EDITORIAL COMMENT – there is much to say about the new ‘object entity’ requirement.
- It is objectionable, as it is an incursion into long practised ‘asset protection’ strategies, without being justified by any identifiable mischief.
- It might have been satisfactory, to have required the object entity, to either satisfy the $6m net assets test (which it effectively had to, already), or be a ‘small business entity’ (including the requirement to carry on business, immediately before the relevant CGT event).
- But, requiring an object entity, to carry on business, would appear to preclude a related entity leasing, or licensing, the valuable assets, to a liability prone business, for rent, fees or royalties. It would seem to many, that this does not amount to ‘carrying on a business’.
- A shareholder/unitholder might be prepared to sell the shares in Business Co. and sell the actual (valuable) assets out of Property Co/Trust (to avoid this new problem). But that can make it difficult for the taxpayer, to access the untaxed profit, from Property Co/Trust, without further tax (effectively clawing back the concession – which was the problem that lead to all the concession provisions, that allow shares and units, to be sold, in the first place).
- These changes will be retrospectively enacted with insufficient detail, at the time they were announced, to now have retrospective effect (especially if the measure is objectionable in the way described here).

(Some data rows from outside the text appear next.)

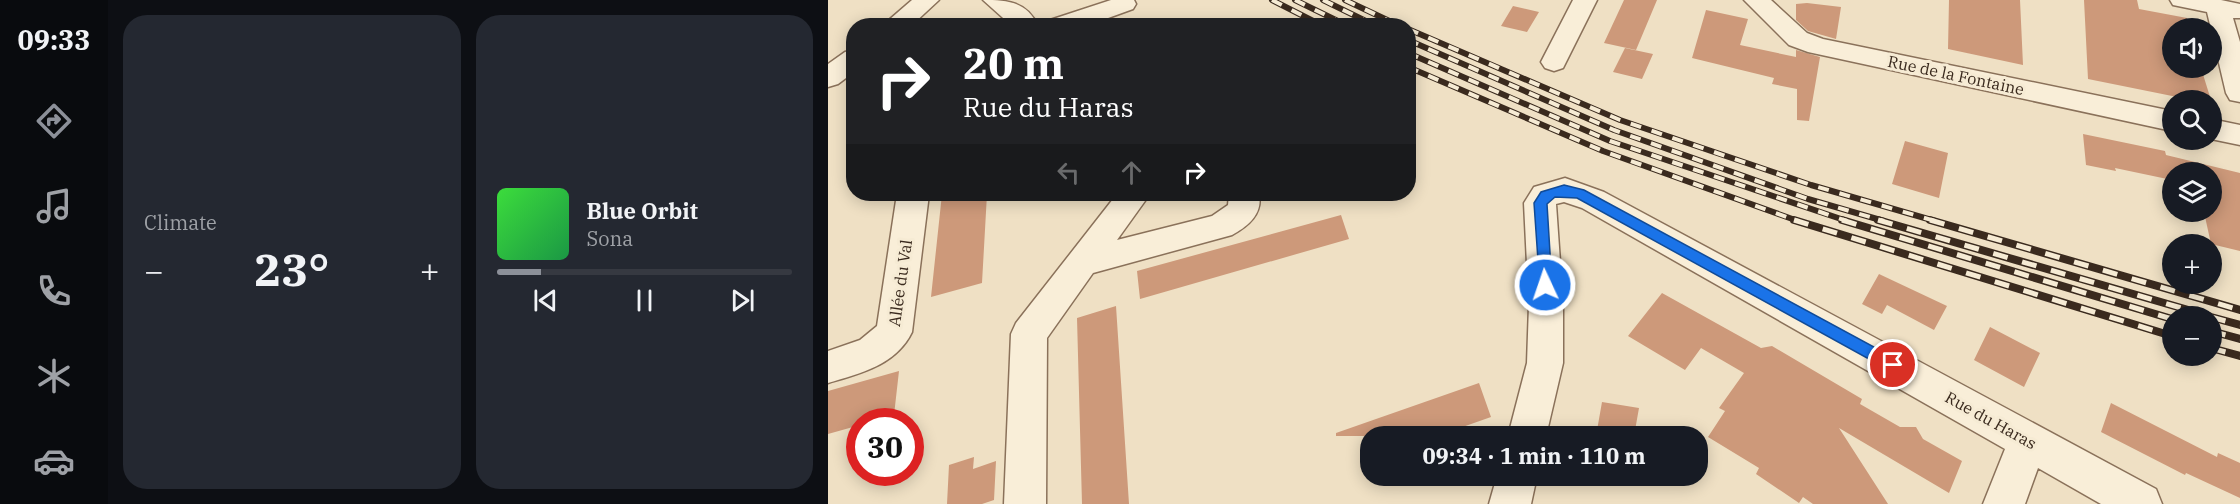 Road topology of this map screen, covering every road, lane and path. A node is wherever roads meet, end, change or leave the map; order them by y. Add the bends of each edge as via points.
1 (927, 0) edge
2 (995, 0) edge
3 (1585, 0) edge
4 (1756, 0) edge
5 (2182, 0) edge
6 (1124, 4) dead end
7 (2229, 9) edge
8 (904, 18) edge
9 (1019, 18) edge
10 (1083, 18) edge
11 (1554, 62) dead end
12 (846, 64) edge
13 (828, 78) edge
14 (2240, 93) edge
15 (2162, 119) edge
16 (2222, 131) edge
17 (2240, 135) edge
18 (912, 201) edge
19 (1129, 201) edge
20 (1246, 201) edge
21 (1082, 263) junction
22 (828, 367) edge
23 (1529, 426) edge
24 (2028, 441) junction
25 (1514, 486) edge
26 (1025, 504) edge
27 (1510, 504) edge
28 (2004, 504) edge
29 (2141, 504) edge

1 - 8 street
2 - 9 street
3 - 11 street
4 - 15 street, Rue de la Fontaine via 1798,39 1817,46
5 - 7 street
6 - 10 street
7 - 14 street
12 - 13 street
16 - 17 street
18 - 22 street, Allée du Val via 894,332 885,345 868,355
19 - 21 street
20 - 21 street via 1240,215 1221,226
21 - 26 street via 1029,334
23 - 24 street, Rue du Haras via 1545,363 1540,203 1545,195 1564,190 1593,200
24 - 28 street
24 - 29 street, Rue du Haras
25 - 27 street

- Professor Bob Deutsch, writing as Senior Tax Council, for the Tax Institute, has identified this requirement as objectionable, for the same reasons (see the Institute’s weekly email publication, to members: The Vine, #5, 16 February 2018).
- The only ameliorating consideration could be the Commissioner’s recently expressed view that, for a company, the range of activities that constitute ‘carrying on a business’, is wider than for an individual, and will commonly include mere leasing of property to some-one else. This was in his draft ruling: TR 2017/D7, which was initially expressed to be for the purposes of the same test, which was relevant for the staged reduction in company tax, under s23AA of the Income Tax Rates Act 1986 (TT article1). Later, however, he issued a fresh draft, which was expressed to apply generally (TT article2). This ruling was always going to be a ‘two edged sword’.

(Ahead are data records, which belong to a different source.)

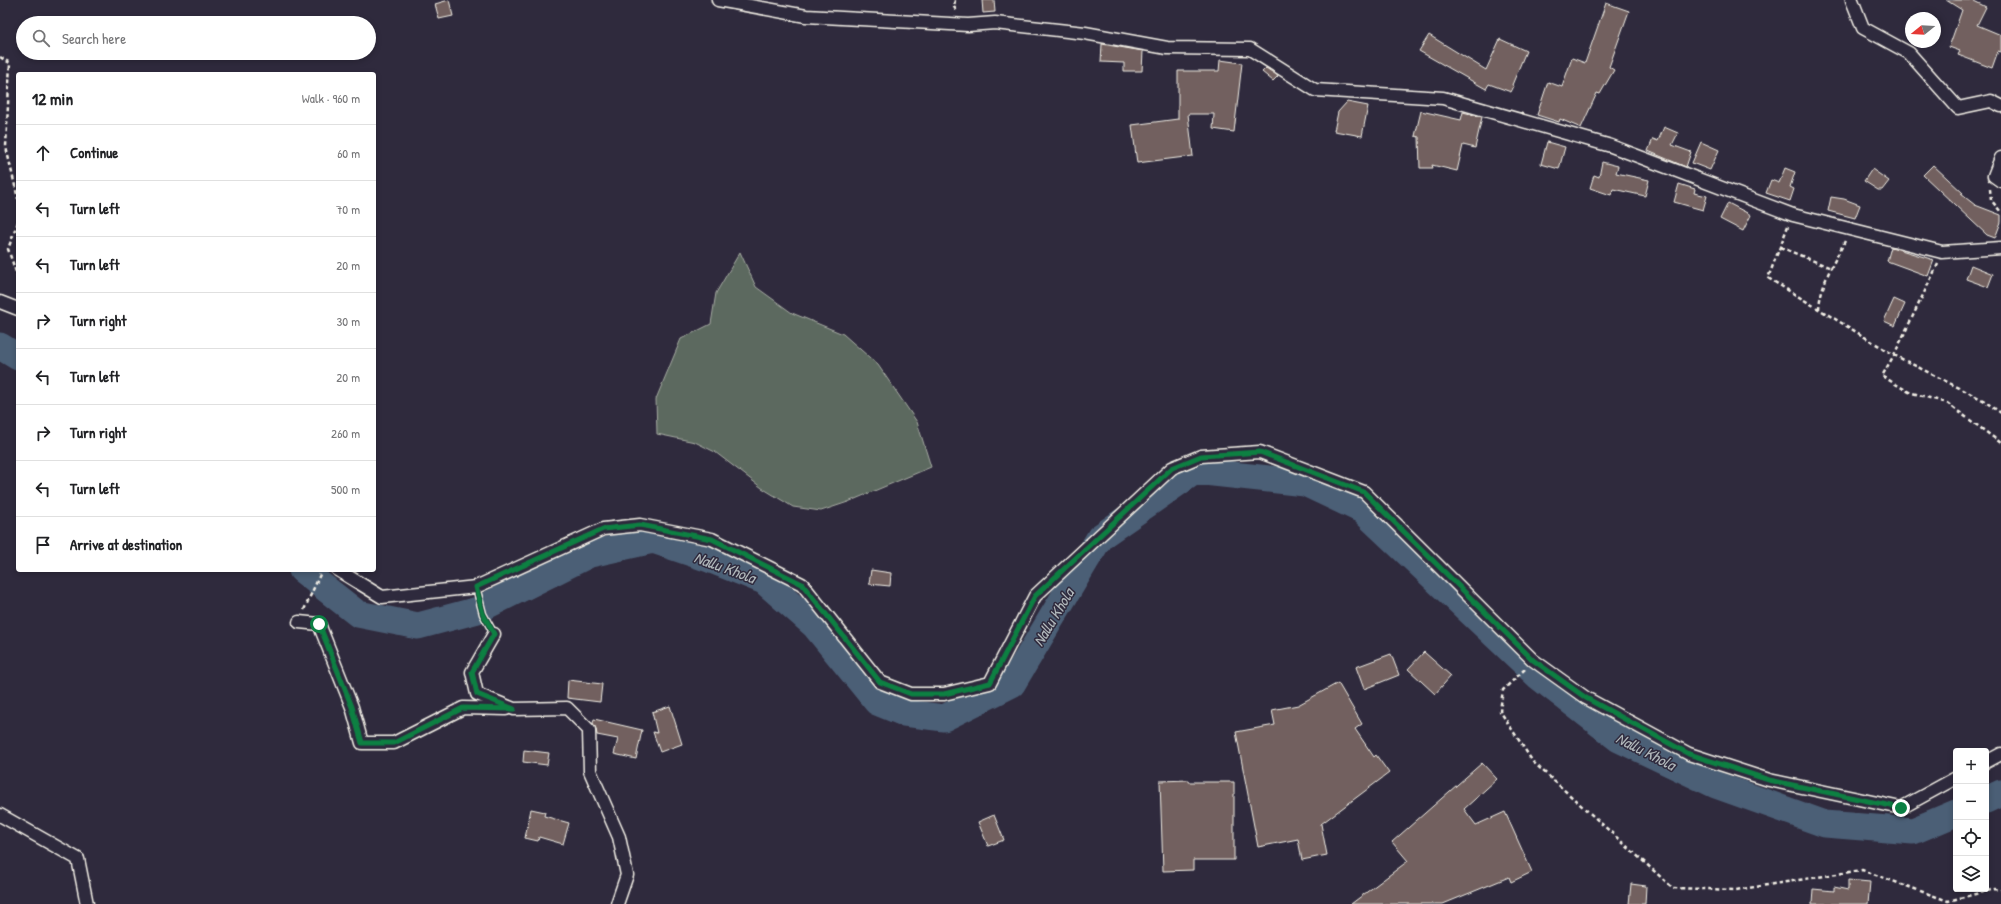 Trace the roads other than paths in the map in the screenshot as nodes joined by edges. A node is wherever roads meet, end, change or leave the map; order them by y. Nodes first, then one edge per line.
1 (718, 0) edge
2 (1852, 0) edge
3 (2001, 106) edge
4 (2001, 158) edge
5 (2001, 181) edge
6 (2001, 248) edge
7 (0, 302) edge
8 (16, 308) edge
9 (341, 572) edge
10 (476, 587) junction
11 (299, 622) road end
12 (494, 634) joint
13 (514, 709) junction
14 (2001, 754) edge
15 (1989, 760) edge
16 (1953, 780) edge
17 (0, 815) edge
18 (87, 904) edge
19 (617, 904) edge

1 - 6 street
2 - 3 street
4 - 5 street
7 - 8 street
9 - 10 street
10 - 12 lane
10 - 16 street
11 - 13 street
12 - 13 street
13 - 19 street
14 - 15 street
17 - 18 street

I made submissions, to this effect, to Treasury, about the objectionable nature of the ‘object entity’ requirement.
[FJM; LTN 26, 8/2/18; Tax Month February 2018]
Study questions (answers below*)
- Does the draft bill seek to implement a measure announced in the 2017/18 budget, to deal with ‘integrity’ concerns relating to the ‘Small Business CGT concessions’ in Div 152 of the ITAA97?
- Are there 3 types of this CGT relief?
- Is one of the ‘basic conditions’, for this relief, that the taxpayer meet either a $2m business turnover test or $6m net assets test?
- Does this draft bill seek to add 3 more basic requirements, for the sale of all types of assets?
- Is one of the new tests, a modified ‘active assets test’ that looks through to the underlying assets?
- Does the ‘object entity’ amendment, require that entity to be either, a small business entity, or satisfy the $6m net assets test (in which case, it doesn’t have to carry on business – like in the new ‘taxpayer requirement’)?